» **Task description**:
Your task is to find every line in the records that holds the string "index" and copy it.

» **Working data**:
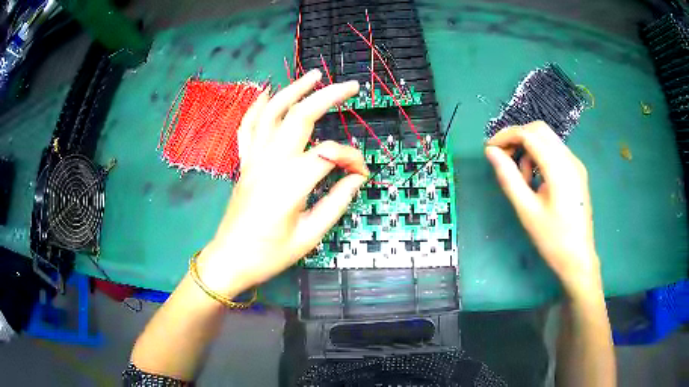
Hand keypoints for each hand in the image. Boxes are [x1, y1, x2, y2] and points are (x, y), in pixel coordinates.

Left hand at [198, 69, 367, 296]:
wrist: (230, 259)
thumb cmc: (269, 254)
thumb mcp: (309, 236)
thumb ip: (336, 203)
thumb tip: (356, 179)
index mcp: (290, 183)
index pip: (330, 155)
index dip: (352, 160)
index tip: (362, 174)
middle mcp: (270, 162)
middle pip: (300, 117)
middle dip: (329, 97)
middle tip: (351, 87)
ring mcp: (254, 159)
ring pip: (272, 113)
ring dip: (293, 90)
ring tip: (313, 75)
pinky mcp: (245, 163)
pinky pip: (248, 128)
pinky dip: (257, 107)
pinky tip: (267, 92)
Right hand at [485, 121, 600, 295]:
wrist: (578, 258)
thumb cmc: (552, 239)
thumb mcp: (526, 210)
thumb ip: (508, 177)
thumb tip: (491, 152)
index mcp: (559, 168)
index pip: (529, 135)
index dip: (506, 136)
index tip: (490, 149)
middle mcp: (570, 159)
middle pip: (539, 130)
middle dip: (517, 138)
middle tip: (503, 158)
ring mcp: (576, 164)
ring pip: (547, 140)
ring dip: (529, 148)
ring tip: (521, 178)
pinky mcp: (577, 172)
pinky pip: (555, 152)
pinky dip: (540, 156)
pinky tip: (535, 179)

» **Answer for this exercise**:
index mcp: (290, 183)
index pip: (330, 155)
index dip: (352, 160)
index tip: (362, 174)
index mcp: (559, 168)
index pip: (529, 135)
index dip: (506, 136)
index tip: (490, 149)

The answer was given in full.